WORK INSTRUCTIONS:
Go through the data underneath and copy every line exactly.

(Data records)
········
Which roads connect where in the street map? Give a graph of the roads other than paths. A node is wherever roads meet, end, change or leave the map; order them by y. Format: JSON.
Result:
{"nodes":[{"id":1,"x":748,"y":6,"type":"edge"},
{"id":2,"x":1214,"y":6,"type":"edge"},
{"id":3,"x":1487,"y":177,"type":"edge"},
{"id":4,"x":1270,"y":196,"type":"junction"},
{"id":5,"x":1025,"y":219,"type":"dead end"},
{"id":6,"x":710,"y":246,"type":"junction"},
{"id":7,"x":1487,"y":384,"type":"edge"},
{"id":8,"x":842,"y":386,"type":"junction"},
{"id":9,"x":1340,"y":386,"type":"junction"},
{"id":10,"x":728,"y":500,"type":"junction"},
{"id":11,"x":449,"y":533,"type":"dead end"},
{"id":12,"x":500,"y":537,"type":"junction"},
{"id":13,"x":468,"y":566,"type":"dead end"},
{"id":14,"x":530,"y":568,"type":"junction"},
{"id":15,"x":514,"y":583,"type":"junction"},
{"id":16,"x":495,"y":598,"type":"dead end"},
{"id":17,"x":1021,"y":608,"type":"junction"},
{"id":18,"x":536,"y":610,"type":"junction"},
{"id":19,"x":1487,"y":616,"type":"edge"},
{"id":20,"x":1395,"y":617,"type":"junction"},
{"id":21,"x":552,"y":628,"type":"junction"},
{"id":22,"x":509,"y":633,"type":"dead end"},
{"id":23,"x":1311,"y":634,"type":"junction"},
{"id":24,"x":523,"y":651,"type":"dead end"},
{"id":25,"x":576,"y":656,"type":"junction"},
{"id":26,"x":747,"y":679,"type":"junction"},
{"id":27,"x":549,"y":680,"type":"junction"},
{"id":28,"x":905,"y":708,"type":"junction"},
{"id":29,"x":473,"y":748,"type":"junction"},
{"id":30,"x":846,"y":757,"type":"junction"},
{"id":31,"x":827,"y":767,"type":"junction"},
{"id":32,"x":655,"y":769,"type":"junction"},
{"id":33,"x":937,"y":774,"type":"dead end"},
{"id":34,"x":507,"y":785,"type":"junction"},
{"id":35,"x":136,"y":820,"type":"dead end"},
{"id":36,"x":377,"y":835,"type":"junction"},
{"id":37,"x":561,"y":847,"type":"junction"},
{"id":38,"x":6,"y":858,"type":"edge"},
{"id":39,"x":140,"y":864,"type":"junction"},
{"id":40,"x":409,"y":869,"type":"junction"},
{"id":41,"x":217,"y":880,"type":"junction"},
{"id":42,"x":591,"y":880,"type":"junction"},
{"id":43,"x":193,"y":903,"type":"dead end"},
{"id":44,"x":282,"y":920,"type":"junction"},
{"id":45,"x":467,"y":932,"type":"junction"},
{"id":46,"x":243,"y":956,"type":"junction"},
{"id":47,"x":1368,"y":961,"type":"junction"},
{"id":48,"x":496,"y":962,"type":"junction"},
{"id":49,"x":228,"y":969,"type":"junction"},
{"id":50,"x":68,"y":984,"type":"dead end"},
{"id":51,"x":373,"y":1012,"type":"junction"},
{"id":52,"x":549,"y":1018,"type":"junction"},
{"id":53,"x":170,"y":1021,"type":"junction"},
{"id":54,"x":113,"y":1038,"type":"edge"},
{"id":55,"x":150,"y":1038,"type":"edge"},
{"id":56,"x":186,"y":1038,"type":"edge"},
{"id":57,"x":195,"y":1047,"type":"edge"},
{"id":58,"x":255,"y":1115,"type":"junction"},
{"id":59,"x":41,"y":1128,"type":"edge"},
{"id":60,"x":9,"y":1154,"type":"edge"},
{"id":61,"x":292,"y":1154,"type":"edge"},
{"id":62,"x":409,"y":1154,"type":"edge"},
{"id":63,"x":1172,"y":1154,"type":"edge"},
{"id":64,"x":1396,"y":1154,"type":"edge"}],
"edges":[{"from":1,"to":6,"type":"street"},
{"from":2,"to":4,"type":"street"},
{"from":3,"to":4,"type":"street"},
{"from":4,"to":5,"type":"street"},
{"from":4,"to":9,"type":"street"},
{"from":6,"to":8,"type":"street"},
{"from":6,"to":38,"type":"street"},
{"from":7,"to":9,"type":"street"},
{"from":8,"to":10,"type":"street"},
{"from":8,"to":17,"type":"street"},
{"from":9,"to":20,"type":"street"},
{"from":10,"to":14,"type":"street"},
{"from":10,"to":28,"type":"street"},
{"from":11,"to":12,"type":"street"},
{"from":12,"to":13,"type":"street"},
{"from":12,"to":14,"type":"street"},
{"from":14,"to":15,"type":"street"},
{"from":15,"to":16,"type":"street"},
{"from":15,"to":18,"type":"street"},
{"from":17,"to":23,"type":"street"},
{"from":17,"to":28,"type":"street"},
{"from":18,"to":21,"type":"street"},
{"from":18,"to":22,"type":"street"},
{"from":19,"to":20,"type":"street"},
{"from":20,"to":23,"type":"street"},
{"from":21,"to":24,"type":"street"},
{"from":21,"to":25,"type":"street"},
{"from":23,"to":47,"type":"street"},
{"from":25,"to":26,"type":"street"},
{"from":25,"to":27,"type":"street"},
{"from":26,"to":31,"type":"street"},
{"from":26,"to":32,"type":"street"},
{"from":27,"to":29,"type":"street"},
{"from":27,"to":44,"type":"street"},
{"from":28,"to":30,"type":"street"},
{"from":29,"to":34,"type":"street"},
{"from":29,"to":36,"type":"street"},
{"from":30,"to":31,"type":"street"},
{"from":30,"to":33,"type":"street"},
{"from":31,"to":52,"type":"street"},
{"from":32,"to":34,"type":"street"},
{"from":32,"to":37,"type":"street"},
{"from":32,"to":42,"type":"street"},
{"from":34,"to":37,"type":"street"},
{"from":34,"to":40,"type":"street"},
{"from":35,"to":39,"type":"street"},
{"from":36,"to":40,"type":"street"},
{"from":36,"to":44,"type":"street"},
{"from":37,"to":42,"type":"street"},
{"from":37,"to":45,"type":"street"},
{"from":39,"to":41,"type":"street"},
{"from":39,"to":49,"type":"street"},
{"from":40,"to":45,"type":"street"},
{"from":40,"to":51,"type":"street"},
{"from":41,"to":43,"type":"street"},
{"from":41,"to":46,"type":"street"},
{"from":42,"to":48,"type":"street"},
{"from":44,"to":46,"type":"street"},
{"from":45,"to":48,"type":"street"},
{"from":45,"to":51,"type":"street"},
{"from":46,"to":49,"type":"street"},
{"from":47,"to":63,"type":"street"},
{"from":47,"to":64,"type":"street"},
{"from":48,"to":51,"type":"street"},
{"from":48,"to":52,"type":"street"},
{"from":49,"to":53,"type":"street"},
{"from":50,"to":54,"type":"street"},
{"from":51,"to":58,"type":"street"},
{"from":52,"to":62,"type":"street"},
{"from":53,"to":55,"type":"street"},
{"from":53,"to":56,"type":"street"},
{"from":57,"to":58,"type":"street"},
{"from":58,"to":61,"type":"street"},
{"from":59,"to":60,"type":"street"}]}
········
TASK RESPONSE:
Which roads connect where in the street map? Give a graph of the roads other than paths. A node is wherever roads meet, end, change or leave the map; order them by y. Format: JSON.
Result:
{"nodes":[{"id":1,"x":748,"y":6,"type":"edge"},
{"id":2,"x":1214,"y":6,"type":"edge"},
{"id":3,"x":1487,"y":177,"type":"edge"},
{"id":4,"x":1270,"y":196,"type":"junction"},
{"id":5,"x":1025,"y":219,"type":"dead end"},
{"id":6,"x":710,"y":246,"type":"junction"},
{"id":7,"x":1487,"y":384,"type":"edge"},
{"id":8,"x":842,"y":386,"type":"junction"},
{"id":9,"x":1340,"y":386,"type":"junction"},
{"id":10,"x":728,"y":500,"type":"junction"},
{"id":11,"x":449,"y":533,"type":"dead end"},
{"id":12,"x":500,"y":537,"type":"junction"},
{"id":13,"x":468,"y":566,"type":"dead end"},
{"id":14,"x":530,"y":568,"type":"junction"},
{"id":15,"x":514,"y":583,"type":"junction"},
{"id":16,"x":495,"y":598,"type":"dead end"},
{"id":17,"x":1021,"y":608,"type":"junction"},
{"id":18,"x":536,"y":610,"type":"junction"},
{"id":19,"x":1487,"y":616,"type":"edge"},
{"id":20,"x":1395,"y":617,"type":"junction"},
{"id":21,"x":552,"y":628,"type":"junction"},
{"id":22,"x":509,"y":633,"type":"dead end"},
{"id":23,"x":1311,"y":634,"type":"junction"},
{"id":24,"x":523,"y":651,"type":"dead end"},
{"id":25,"x":576,"y":656,"type":"junction"},
{"id":26,"x":747,"y":679,"type":"junction"},
{"id":27,"x":549,"y":680,"type":"junction"},
{"id":28,"x":905,"y":708,"type":"junction"},
{"id":29,"x":473,"y":748,"type":"junction"},
{"id":30,"x":846,"y":757,"type":"junction"},
{"id":31,"x":827,"y":767,"type":"junction"},
{"id":32,"x":655,"y":769,"type":"junction"},
{"id":33,"x":937,"y":774,"type":"dead end"},
{"id":34,"x":507,"y":785,"type":"junction"},
{"id":35,"x":136,"y":820,"type":"dead end"},
{"id":36,"x":377,"y":835,"type":"junction"},
{"id":37,"x":561,"y":847,"type":"junction"},
{"id":38,"x":6,"y":858,"type":"edge"},
{"id":39,"x":140,"y":864,"type":"junction"},
{"id":40,"x":409,"y":869,"type":"junction"},
{"id":41,"x":217,"y":880,"type":"junction"},
{"id":42,"x":591,"y":880,"type":"junction"},
{"id":43,"x":193,"y":903,"type":"dead end"},
{"id":44,"x":282,"y":920,"type":"junction"},
{"id":45,"x":467,"y":932,"type":"junction"},
{"id":46,"x":243,"y":956,"type":"junction"},
{"id":47,"x":1368,"y":961,"type":"junction"},
{"id":48,"x":496,"y":962,"type":"junction"},
{"id":49,"x":228,"y":969,"type":"junction"},
{"id":50,"x":68,"y":984,"type":"dead end"},
{"id":51,"x":373,"y":1012,"type":"junction"},
{"id":52,"x":549,"y":1018,"type":"junction"},
{"id":53,"x":170,"y":1021,"type":"junction"},
{"id":54,"x":113,"y":1038,"type":"edge"},
{"id":55,"x":150,"y":1038,"type":"edge"},
{"id":56,"x":186,"y":1038,"type":"edge"},
{"id":57,"x":195,"y":1047,"type":"edge"},
{"id":58,"x":255,"y":1115,"type":"junction"},
{"id":59,"x":41,"y":1128,"type":"edge"},
{"id":60,"x":9,"y":1154,"type":"edge"},
{"id":61,"x":292,"y":1154,"type":"edge"},
{"id":62,"x":409,"y":1154,"type":"edge"},
{"id":63,"x":1172,"y":1154,"type":"edge"},
{"id":64,"x":1396,"y":1154,"type":"edge"}],
"edges":[{"from":1,"to":6,"type":"street"},
{"from":2,"to":4,"type":"street"},
{"from":3,"to":4,"type":"street"},
{"from":4,"to":5,"type":"street"},
{"from":4,"to":9,"type":"street"},
{"from":6,"to":8,"type":"street"},
{"from":6,"to":38,"type":"street"},
{"from":7,"to":9,"type":"street"},
{"from":8,"to":10,"type":"street"},
{"from":8,"to":17,"type":"street"},
{"from":9,"to":20,"type":"street"},
{"from":10,"to":14,"type":"street"},
{"from":10,"to":28,"type":"street"},
{"from":11,"to":12,"type":"street"},
{"from":12,"to":13,"type":"street"},
{"from":12,"to":14,"type":"street"},
{"from":14,"to":15,"type":"street"},
{"from":15,"to":16,"type":"street"},
{"from":15,"to":18,"type":"street"},
{"from":17,"to":23,"type":"street"},
{"from":17,"to":28,"type":"street"},
{"from":18,"to":21,"type":"street"},
{"from":18,"to":22,"type":"street"},
{"from":19,"to":20,"type":"street"},
{"from":20,"to":23,"type":"street"},
{"from":21,"to":24,"type":"street"},
{"from":21,"to":25,"type":"street"},
{"from":23,"to":47,"type":"street"},
{"from":25,"to":26,"type":"street"},
{"from":25,"to":27,"type":"street"},
{"from":26,"to":31,"type":"street"},
{"from":26,"to":32,"type":"street"},
{"from":27,"to":29,"type":"street"},
{"from":27,"to":44,"type":"street"},
{"from":28,"to":30,"type":"street"},
{"from":29,"to":34,"type":"street"},
{"from":29,"to":36,"type":"street"},
{"from":30,"to":31,"type":"street"},
{"from":30,"to":33,"type":"street"},
{"from":31,"to":52,"type":"street"},
{"from":32,"to":34,"type":"street"},
{"from":32,"to":37,"type":"street"},
{"from":32,"to":42,"type":"street"},
{"from":34,"to":37,"type":"street"},
{"from":34,"to":40,"type":"street"},
{"from":35,"to":39,"type":"street"},
{"from":36,"to":40,"type":"street"},
{"from":36,"to":44,"type":"street"},
{"from":37,"to":42,"type":"street"},
{"from":37,"to":45,"type":"street"},
{"from":39,"to":41,"type":"street"},
{"from":39,"to":49,"type":"street"},
{"from":40,"to":45,"type":"street"},
{"from":40,"to":51,"type":"street"},
{"from":41,"to":43,"type":"street"},
{"from":41,"to":46,"type":"street"},
{"from":42,"to":48,"type":"street"},
{"from":44,"to":46,"type":"street"},
{"from":45,"to":48,"type":"street"},
{"from":45,"to":51,"type":"street"},
{"from":46,"to":49,"type":"street"},
{"from":47,"to":63,"type":"street"},
{"from":47,"to":64,"type":"street"},
{"from":48,"to":51,"type":"street"},
{"from":48,"to":52,"type":"street"},
{"from":49,"to":53,"type":"street"},
{"from":50,"to":54,"type":"street"},
{"from":51,"to":58,"type":"street"},
{"from":52,"to":62,"type":"street"},
{"from":53,"to":55,"type":"street"},
{"from":53,"to":56,"type":"street"},
{"from":57,"to":58,"type":"street"},
{"from":58,"to":61,"type":"street"},
{"from":59,"to":60,"type":"street"}]}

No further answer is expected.